There is a frustration, of course, that there is still so much more to explore - even greater potential - especially as we have laughed so much, been hysterically inventive and have served the words on the page so very well.

It is now Saturday before 9am and today we dress the set which is exciting. We have had many of the set elements in the rehearsal room and it will be good now to see everything in its context.

I will then sit down with a fresh script, transfer all my scribbled rehearsal notes and ideas in preparation for our production week.

A great deal needs to happen these next 7 days in order to bring together all the production elements, all the performers, stage technicians and creatives and mould them into South Hill Park's Christmas production of Beauty and the Beast.

The responsibility is huge and a privilege: this is where I started out as an actor 17 years ago.

Friday 21 November 2008

Invention ...


Yesterday - 'Day 9' - was perhaps the most inventive day in the rehearsal room since we started.

But just 1 more to go!

There were four scenes remaining in Act II to develop and there was a superb amount of time to do this.

The instincts, ideas, inspirations and fluidity of the work meshed together and allowed for some truly comic - hysterically funny! - moments.

Characters were further defined, relationships developed, and the sense of an ensemble, and of a troupe of actors (in the context of the play-within-a-play) really started to crystallise.

There was even the opportunity to run Act II, up to the finale, a couple of times before lunch.

I laughed a lot in rehearsal today because an actor developed a character so uniquely, thoughtfully and honestly, but without any sense of ego or any obvious awareness of the craft of it (though there was tremendous craft), that you actually believe that this larger-than-life character is real and that you are watching human behaviour at its most observed / heightened / ridiculous.

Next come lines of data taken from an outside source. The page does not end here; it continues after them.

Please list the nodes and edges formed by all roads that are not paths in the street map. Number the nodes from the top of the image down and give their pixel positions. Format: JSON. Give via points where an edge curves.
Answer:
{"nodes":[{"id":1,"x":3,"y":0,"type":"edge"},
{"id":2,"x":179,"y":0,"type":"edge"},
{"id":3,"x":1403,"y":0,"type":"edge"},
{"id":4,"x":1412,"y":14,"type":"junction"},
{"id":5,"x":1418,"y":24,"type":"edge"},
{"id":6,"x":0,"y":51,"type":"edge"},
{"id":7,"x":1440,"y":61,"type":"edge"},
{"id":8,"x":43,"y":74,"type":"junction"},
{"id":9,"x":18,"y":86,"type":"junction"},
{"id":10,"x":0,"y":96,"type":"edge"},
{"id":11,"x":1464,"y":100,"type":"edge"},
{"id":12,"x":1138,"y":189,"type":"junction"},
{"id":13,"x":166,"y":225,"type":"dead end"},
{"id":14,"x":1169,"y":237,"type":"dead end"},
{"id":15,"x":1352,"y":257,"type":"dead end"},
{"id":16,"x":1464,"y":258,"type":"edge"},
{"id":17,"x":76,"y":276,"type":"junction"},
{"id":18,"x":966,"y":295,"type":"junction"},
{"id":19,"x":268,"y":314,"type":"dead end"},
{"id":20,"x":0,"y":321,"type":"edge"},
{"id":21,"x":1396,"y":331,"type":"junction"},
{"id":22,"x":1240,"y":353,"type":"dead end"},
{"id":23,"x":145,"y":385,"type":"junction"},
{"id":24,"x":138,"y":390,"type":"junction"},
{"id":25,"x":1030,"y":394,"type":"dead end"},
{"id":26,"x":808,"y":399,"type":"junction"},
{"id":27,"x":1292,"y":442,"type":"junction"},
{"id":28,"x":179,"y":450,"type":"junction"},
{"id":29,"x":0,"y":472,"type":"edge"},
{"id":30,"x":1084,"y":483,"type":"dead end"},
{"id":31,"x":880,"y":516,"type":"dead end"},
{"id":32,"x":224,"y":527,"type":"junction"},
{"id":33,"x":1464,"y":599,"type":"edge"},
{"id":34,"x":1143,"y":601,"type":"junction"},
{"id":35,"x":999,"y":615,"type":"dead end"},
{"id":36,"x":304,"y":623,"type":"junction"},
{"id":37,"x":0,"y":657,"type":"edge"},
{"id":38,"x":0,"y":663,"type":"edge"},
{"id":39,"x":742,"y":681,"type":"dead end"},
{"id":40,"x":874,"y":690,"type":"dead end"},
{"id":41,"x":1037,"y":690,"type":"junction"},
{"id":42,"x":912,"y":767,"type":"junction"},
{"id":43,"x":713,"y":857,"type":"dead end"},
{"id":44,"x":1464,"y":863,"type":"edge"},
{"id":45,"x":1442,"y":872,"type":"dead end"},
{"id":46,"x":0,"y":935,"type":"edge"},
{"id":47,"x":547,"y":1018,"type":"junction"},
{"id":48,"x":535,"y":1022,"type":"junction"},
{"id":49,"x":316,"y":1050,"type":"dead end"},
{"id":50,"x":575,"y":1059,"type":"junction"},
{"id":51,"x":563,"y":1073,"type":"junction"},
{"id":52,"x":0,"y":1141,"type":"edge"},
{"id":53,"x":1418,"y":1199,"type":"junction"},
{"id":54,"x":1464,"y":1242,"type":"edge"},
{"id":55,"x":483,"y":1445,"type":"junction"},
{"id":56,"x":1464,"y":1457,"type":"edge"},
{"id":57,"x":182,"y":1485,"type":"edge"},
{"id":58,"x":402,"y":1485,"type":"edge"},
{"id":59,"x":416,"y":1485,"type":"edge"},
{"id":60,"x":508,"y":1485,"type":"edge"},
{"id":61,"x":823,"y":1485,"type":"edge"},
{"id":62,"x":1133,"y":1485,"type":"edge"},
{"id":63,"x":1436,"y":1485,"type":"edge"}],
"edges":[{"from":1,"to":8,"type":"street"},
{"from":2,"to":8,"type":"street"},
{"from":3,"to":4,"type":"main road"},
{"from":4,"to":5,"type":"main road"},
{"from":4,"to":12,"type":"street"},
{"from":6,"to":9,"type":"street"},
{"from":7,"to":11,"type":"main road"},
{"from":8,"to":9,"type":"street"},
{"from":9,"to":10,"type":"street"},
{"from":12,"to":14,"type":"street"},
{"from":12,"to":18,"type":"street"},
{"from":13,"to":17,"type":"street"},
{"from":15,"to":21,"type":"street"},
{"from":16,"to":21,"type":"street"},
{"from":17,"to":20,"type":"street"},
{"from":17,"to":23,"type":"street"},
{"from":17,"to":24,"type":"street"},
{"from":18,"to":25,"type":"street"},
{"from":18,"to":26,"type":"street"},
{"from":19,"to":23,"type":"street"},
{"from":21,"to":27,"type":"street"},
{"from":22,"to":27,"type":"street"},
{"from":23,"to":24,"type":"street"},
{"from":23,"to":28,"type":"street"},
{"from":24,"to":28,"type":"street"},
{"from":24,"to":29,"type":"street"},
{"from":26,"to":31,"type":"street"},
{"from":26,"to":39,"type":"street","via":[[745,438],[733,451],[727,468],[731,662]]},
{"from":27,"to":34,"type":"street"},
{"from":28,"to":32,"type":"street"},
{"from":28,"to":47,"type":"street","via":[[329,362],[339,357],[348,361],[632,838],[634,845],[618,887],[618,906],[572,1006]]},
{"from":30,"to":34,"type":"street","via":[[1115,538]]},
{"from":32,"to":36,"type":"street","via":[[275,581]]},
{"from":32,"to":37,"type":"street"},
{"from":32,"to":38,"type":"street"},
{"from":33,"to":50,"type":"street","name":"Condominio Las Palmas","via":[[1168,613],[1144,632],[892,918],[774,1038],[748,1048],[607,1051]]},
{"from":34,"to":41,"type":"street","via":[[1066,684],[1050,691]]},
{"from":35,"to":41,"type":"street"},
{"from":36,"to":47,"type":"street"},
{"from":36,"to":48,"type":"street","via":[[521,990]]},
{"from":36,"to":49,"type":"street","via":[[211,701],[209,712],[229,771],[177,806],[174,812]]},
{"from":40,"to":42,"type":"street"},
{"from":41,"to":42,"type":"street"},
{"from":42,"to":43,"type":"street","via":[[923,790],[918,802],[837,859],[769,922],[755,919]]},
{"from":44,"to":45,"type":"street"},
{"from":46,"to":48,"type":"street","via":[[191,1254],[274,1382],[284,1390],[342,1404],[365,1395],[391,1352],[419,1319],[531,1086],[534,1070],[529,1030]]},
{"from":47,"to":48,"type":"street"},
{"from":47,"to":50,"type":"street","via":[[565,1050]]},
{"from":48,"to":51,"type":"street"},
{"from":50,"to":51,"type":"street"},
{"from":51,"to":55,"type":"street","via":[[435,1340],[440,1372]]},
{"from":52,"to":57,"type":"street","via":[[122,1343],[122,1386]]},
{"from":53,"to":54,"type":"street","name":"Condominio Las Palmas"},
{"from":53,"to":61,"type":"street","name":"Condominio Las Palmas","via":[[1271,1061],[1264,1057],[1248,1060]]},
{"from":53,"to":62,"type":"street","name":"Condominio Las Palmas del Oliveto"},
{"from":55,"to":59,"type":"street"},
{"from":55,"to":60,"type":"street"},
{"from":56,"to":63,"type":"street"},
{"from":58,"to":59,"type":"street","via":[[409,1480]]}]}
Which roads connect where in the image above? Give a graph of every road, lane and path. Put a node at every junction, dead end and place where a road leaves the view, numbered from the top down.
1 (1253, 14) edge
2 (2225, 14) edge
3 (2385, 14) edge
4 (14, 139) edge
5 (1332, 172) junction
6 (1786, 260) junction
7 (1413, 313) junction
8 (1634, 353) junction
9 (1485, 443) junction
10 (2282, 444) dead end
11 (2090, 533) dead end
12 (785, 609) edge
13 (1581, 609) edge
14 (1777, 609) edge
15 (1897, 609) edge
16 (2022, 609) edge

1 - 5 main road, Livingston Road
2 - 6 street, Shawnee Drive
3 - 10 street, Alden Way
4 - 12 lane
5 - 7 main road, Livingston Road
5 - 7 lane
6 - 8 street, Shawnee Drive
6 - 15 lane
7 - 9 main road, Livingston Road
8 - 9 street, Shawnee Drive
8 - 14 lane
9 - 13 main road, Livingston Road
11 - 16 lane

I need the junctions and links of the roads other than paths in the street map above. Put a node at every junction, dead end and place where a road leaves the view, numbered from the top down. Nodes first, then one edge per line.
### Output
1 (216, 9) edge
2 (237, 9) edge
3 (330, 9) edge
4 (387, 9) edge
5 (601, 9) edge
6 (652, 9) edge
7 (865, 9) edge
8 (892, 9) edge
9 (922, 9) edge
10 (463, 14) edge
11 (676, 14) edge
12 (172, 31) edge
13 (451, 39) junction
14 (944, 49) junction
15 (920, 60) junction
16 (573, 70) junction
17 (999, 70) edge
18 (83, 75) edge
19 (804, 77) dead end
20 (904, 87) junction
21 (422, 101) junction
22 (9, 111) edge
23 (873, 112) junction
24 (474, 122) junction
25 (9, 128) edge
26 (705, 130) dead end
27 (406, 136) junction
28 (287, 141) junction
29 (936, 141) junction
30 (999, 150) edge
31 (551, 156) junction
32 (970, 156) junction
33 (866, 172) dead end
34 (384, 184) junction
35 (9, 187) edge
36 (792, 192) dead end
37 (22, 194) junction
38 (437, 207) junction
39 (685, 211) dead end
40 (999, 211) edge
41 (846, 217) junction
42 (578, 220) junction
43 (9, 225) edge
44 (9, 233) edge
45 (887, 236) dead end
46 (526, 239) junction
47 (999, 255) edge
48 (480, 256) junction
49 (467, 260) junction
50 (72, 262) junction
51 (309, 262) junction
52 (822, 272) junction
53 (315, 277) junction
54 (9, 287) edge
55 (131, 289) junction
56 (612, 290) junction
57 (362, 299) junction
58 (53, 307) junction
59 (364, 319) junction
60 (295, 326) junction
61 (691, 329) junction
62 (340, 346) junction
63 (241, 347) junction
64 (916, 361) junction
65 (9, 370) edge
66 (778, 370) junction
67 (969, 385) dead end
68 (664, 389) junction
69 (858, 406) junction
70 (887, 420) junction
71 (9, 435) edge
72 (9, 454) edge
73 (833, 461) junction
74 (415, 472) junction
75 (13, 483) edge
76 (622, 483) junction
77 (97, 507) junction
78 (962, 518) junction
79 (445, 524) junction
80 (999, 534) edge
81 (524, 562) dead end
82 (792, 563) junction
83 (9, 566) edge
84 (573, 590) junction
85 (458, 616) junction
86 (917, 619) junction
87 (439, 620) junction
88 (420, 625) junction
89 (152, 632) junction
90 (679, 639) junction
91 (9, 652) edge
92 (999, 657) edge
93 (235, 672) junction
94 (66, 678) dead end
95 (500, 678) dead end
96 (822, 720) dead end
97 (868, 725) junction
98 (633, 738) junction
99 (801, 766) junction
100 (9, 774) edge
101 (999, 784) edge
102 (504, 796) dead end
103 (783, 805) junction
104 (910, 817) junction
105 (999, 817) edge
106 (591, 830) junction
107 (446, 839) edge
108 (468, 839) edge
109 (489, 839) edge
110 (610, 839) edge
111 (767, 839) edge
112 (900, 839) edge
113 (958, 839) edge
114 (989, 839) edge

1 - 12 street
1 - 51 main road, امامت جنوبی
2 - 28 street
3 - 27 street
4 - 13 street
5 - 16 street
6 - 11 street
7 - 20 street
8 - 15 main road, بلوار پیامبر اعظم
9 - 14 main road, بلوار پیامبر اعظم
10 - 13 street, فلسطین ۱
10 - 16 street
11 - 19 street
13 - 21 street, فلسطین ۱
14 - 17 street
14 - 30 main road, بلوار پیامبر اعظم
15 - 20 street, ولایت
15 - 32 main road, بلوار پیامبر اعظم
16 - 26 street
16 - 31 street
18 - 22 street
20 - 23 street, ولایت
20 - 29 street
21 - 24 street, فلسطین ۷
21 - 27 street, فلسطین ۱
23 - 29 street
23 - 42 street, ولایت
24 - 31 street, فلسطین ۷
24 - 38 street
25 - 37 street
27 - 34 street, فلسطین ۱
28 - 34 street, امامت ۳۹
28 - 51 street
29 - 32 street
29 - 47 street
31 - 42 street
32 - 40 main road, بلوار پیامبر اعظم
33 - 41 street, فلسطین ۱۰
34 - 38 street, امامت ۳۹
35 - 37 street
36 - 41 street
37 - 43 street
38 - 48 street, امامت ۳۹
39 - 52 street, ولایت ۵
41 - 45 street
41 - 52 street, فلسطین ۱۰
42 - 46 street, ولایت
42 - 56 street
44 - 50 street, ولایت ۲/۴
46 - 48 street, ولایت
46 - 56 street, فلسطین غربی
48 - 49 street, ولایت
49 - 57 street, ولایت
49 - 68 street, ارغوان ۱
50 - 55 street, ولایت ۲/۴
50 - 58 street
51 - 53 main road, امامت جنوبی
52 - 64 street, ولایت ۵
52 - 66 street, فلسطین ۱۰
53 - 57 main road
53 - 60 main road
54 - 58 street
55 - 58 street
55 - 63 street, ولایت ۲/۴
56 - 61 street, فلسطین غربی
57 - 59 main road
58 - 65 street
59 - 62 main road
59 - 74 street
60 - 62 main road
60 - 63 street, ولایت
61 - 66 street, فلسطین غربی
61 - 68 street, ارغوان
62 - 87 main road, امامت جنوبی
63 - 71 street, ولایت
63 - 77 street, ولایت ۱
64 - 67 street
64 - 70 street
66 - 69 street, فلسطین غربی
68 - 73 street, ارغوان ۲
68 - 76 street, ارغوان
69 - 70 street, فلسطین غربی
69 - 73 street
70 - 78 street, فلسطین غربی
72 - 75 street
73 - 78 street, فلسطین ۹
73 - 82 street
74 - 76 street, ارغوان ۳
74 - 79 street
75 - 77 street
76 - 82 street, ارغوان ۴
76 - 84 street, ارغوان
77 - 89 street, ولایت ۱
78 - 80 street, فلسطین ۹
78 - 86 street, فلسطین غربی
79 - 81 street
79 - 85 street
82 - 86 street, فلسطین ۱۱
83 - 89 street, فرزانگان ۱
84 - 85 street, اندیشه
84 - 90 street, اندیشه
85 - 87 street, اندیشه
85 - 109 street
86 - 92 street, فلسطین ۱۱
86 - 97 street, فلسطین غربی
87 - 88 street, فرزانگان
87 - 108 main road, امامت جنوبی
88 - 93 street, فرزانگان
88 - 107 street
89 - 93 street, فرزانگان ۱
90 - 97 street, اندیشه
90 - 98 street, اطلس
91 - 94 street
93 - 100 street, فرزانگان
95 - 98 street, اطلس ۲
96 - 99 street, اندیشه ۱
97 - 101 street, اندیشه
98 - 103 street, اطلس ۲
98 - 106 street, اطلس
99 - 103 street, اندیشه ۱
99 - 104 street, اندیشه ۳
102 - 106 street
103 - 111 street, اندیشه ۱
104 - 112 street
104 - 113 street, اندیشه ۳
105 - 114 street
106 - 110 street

If this is what making theatre is about then I don't mind doing - in fact, I want to be doing - theatre-in-eduction pieces, youtheatre productions, christmas shows or something a little more cutting-edge / fringe / experimental as apollo/dionysus.

The variety is what develops the versatility: the versatility is what makes for invention.

And there are now, in just the 9 days we have been rehearsing, two projects that just didn't exist 9 days ago.

It is incredible what inspires what...

Thursday 20 November 2008

La Comédie Française




All 4 of our proscenium arches are now up!

The chandeliers have been rigged!

The pop-up village can be popped-up!

The clouds are hanging!

The sun and the moon can be turned!

The forest trees are trucking!

And our auditorium has been transformed into an 18th. century theatre...

Voilá!

In the rehearsal room: there are still 3 scenes in Act-the-Second to develop and the finale to realise...

Our task today!

Wednesday 19 November 2008

disciplined 'muck-a-bout'




We have now spent 7 days in the rehearsal room and there are only 3 to go before technical requirements and dress rehearsals start kicking in...

Amidst this there are also press interviews for everyone, photoshoots and appearing at the 'turning on' of the Christmas lights in Bracknell town.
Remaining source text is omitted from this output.